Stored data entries
★ ★ ★ ★ ★ ★ ★

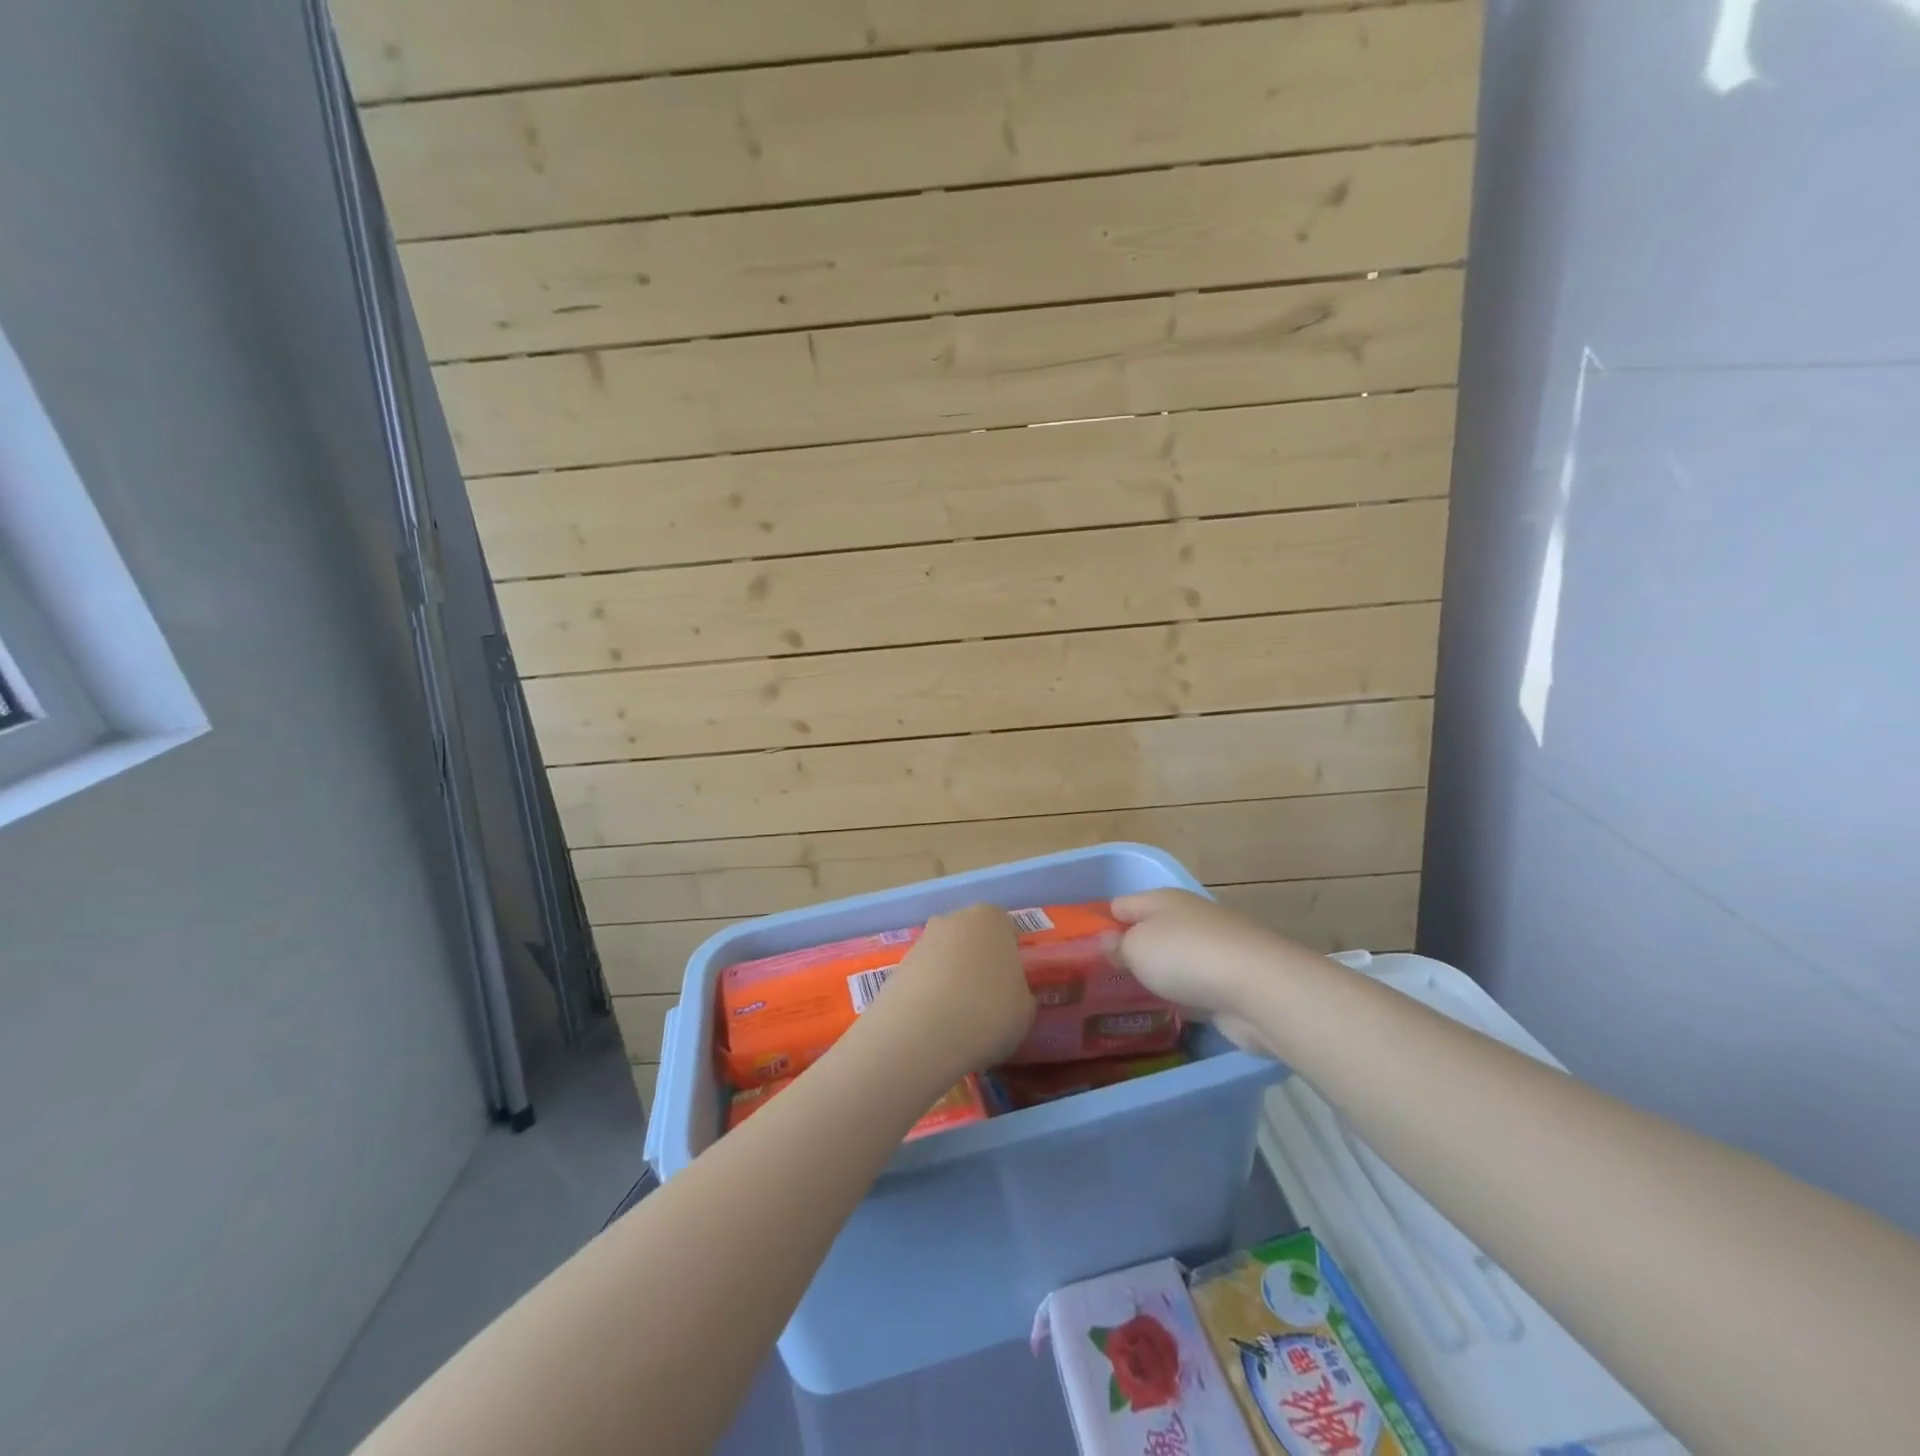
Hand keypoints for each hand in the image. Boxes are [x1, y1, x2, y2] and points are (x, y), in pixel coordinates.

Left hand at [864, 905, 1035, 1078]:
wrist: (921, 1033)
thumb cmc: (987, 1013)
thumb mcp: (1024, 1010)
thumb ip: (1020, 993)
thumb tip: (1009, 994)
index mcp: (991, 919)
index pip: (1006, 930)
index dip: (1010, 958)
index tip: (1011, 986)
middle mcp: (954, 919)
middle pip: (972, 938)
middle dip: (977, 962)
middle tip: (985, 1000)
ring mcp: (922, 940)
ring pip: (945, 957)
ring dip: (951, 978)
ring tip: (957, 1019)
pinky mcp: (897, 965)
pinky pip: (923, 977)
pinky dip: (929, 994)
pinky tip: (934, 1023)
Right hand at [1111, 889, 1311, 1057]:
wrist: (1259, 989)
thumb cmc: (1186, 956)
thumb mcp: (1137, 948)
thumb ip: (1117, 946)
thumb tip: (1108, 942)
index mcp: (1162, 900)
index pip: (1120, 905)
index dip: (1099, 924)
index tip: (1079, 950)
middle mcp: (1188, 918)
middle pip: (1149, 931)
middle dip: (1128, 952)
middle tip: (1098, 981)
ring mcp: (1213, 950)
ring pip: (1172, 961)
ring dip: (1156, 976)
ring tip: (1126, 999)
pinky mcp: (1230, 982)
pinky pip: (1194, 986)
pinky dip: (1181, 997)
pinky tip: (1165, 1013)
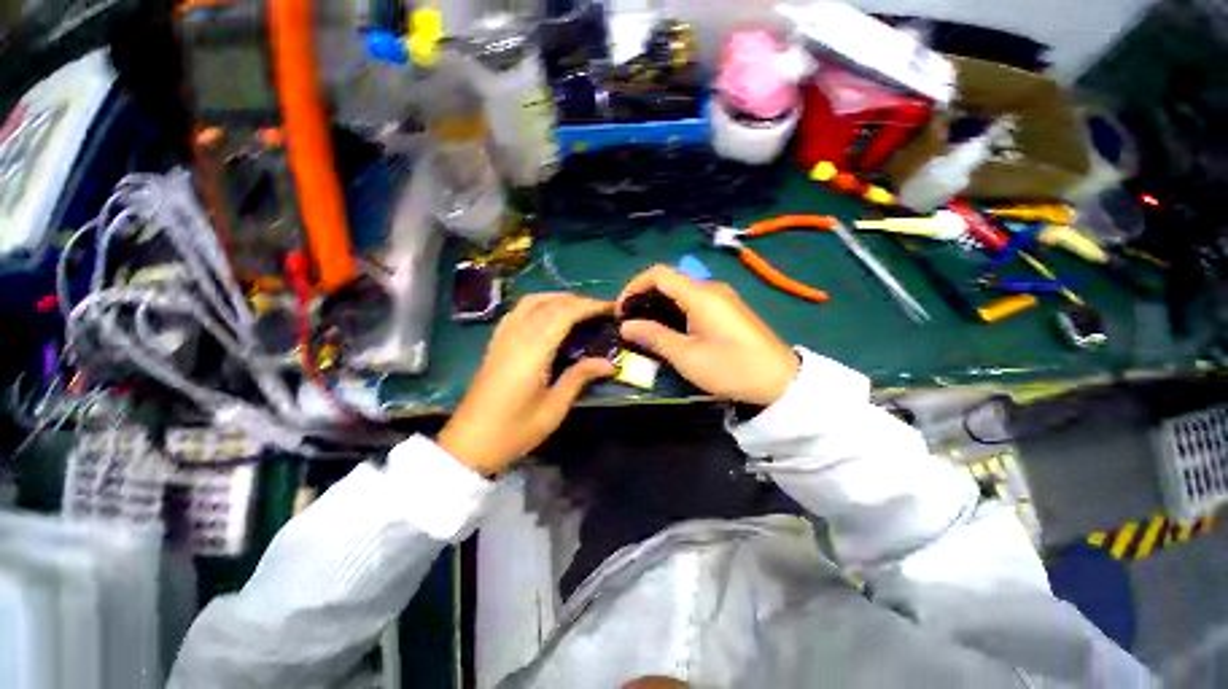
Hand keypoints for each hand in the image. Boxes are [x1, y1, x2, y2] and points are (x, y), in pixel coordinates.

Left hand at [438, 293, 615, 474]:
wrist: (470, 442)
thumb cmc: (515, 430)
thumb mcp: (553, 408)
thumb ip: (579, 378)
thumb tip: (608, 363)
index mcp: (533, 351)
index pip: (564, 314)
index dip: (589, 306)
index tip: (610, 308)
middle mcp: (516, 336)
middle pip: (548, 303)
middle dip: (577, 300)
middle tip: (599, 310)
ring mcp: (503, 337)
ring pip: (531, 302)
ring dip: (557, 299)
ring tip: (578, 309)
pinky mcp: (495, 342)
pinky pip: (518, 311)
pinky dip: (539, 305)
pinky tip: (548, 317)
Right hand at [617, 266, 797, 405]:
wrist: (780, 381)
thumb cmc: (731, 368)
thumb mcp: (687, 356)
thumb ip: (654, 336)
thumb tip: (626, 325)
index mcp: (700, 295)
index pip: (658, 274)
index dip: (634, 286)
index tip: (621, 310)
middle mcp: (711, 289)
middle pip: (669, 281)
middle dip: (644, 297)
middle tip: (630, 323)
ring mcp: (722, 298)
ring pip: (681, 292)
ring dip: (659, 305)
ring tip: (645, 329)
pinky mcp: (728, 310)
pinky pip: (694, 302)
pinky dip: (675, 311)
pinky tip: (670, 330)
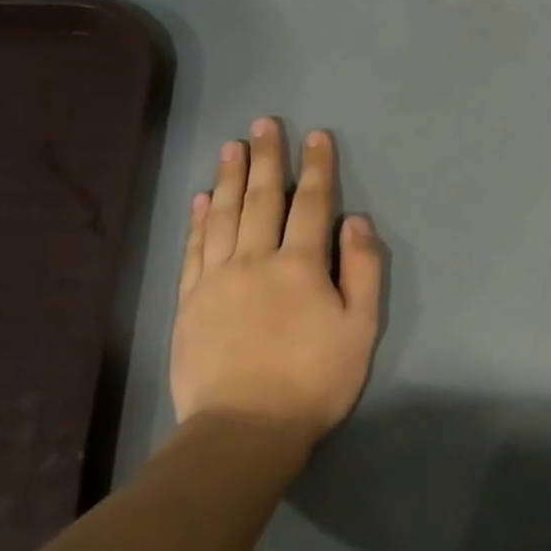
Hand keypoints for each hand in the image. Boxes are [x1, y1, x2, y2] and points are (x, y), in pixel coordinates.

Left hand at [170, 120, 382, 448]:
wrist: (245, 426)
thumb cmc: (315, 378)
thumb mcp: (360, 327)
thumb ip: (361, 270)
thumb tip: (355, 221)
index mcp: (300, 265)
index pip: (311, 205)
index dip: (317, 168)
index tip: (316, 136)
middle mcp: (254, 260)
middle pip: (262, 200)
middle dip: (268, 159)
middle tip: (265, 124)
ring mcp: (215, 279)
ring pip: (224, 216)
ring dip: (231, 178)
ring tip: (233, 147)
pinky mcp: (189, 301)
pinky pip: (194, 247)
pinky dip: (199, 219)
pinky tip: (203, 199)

★ ★ ★ ★ ★ ★ ★

Please transcribe exactly the lines above from the line that has "index mcp: (300, 265)" up to and including the line that has "pinky mcp: (189, 301)"; no other line belongs in the answer.

**Answer space:**
index mcp: (300, 265)
index pip: (311, 205)
index dip: (317, 168)
index tip: (316, 136)
middle mcp: (254, 260)
middle pip: (262, 200)
middle dip: (268, 159)
middle tip: (265, 124)
ring mcp: (215, 279)
ring pip: (224, 216)
ring dip: (231, 178)
ring tip: (233, 147)
pinky mcp: (189, 301)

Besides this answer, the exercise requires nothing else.